◆ WHAT TO DO: Reproduce the listing below exactly, minus its pictures.

RECORD SET START

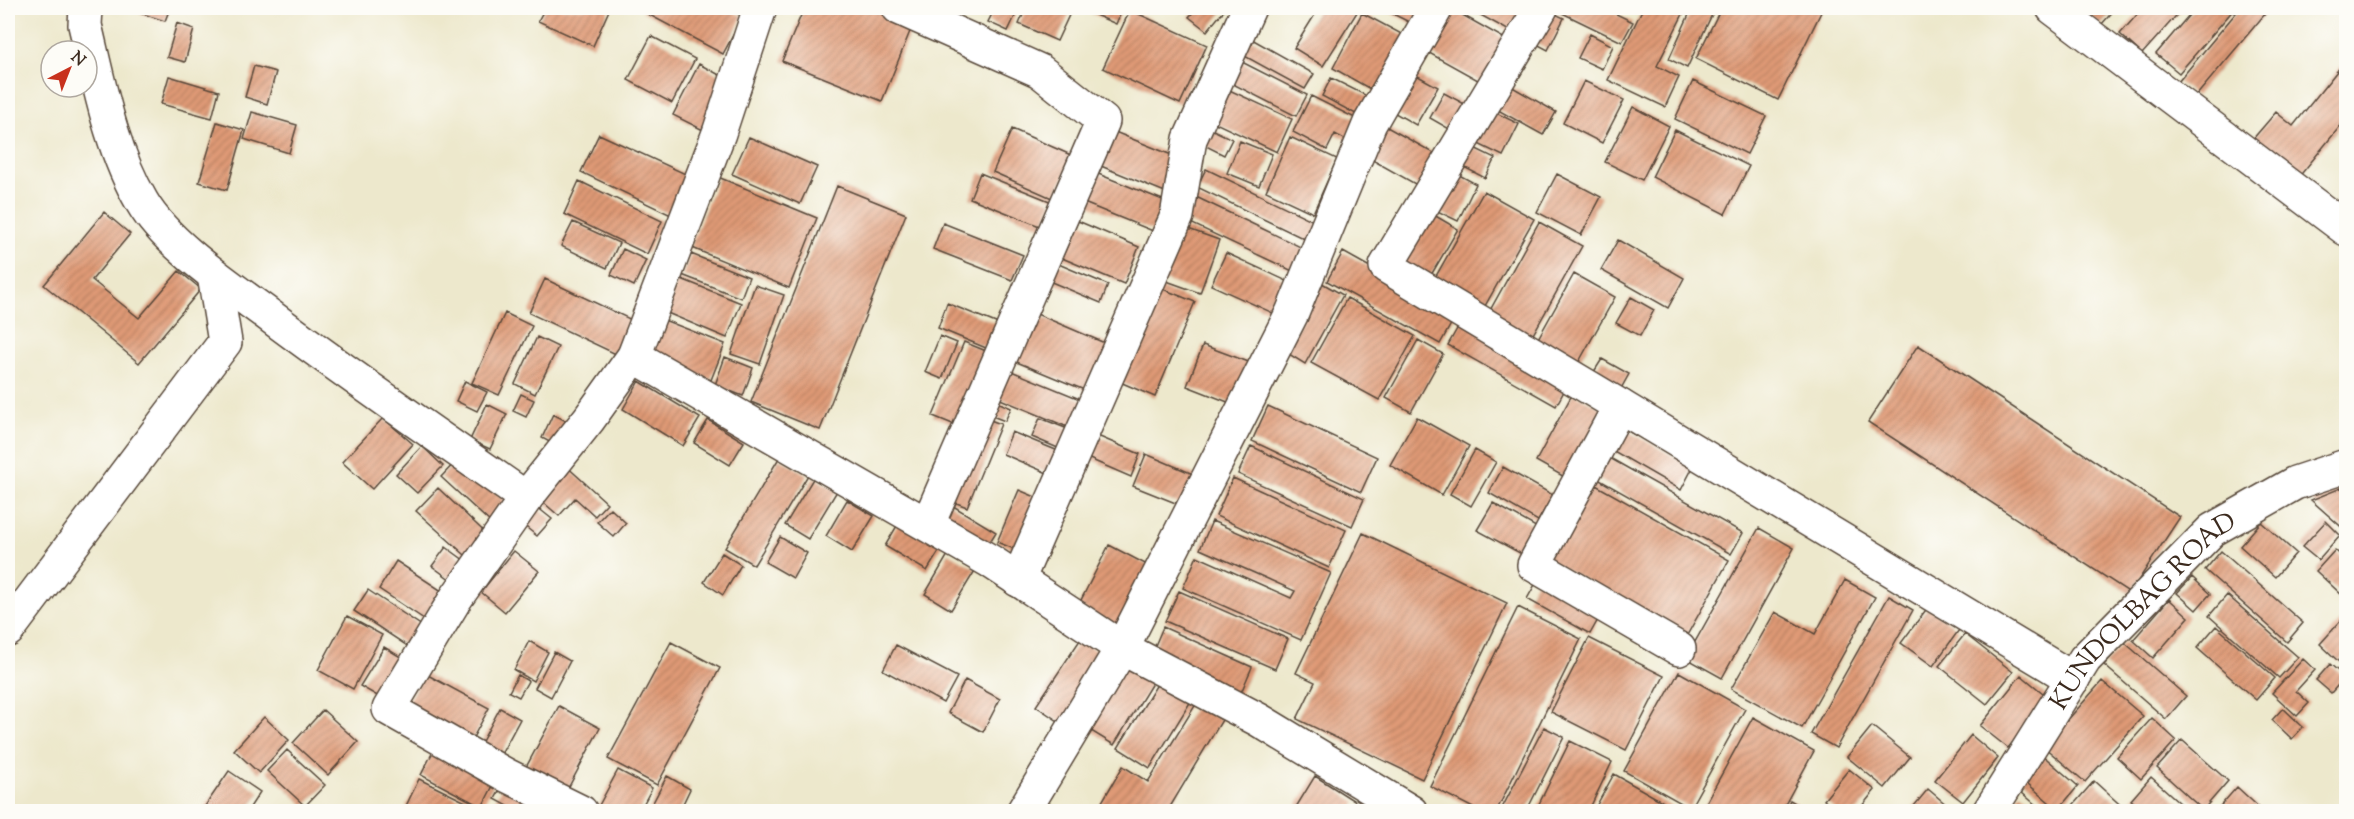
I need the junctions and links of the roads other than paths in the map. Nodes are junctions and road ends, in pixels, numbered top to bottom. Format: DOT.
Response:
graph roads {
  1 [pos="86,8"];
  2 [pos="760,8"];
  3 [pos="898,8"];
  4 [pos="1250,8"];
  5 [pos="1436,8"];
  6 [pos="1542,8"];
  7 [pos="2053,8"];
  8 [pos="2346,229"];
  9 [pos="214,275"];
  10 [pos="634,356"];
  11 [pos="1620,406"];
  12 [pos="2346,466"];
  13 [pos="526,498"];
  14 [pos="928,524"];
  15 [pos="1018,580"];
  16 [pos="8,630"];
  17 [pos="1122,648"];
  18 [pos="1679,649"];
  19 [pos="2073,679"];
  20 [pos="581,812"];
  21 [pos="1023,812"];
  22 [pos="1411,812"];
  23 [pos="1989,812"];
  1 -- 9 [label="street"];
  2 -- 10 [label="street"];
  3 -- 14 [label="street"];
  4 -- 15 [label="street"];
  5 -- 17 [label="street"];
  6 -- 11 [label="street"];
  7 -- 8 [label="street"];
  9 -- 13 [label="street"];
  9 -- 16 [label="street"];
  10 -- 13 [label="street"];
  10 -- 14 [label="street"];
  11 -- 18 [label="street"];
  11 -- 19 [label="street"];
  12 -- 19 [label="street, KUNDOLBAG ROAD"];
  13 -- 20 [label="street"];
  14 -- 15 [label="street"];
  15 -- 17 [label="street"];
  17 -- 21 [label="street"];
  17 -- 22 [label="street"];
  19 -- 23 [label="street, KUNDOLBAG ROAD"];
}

RECORD SET END

◆ RESULT OF THIS EXERCISE:
I need the junctions and links of the roads other than paths in the map. Nodes are junctions and road ends, in pixels, numbered top to bottom. Format: DOT.
Response:
graph roads {
  1 [pos="86,8"];
  2 [pos="760,8"];
  3 [pos="898,8"];
  4 [pos="1250,8"];
  5 [pos="1436,8"];
  6 [pos="1542,8"];
  7 [pos="2053,8"];
  8 [pos="2346,229"];
  9 [pos="214,275"];
  10 [pos="634,356"];
  11 [pos="1620,406"];
  12 [pos="2346,466"];
  13 [pos="526,498"];
  14 [pos="928,524"];
  15 [pos="1018,580"];
  16 [pos="8,630"];
  17 [pos="1122,648"];
  18 [pos="1679,649"];
  19 [pos="2073,679"];
  20 [pos="581,812"];
  21 [pos="1023,812"];
  22 [pos="1411,812"];
  23 [pos="1989,812"];
  1 -- 9 [label="street"];
  2 -- 10 [label="street"];
  3 -- 14 [label="street"];
  4 -- 15 [label="street"];
  5 -- 17 [label="street"];
  6 -- 11 [label="street"];
  7 -- 8 [label="street"];
  9 -- 13 [label="street"];
  9 -- 16 [label="street"];
  10 -- 13 [label="street"];
  10 -- 14 [label="street"];
  11 -- 18 [label="street"];
  11 -- 19 [label="street"];
  12 -- 19 [label="street, KUNDOLBAG ROAD"];
  13 -- 20 [label="street"];
  14 -- 15 [label="street"];
  15 -- 17 [label="street"];
  17 -- 21 [label="street"];
  17 -- 22 [label="street"];
  19 -- 23 [label="street, KUNDOLBAG ROAD"];
}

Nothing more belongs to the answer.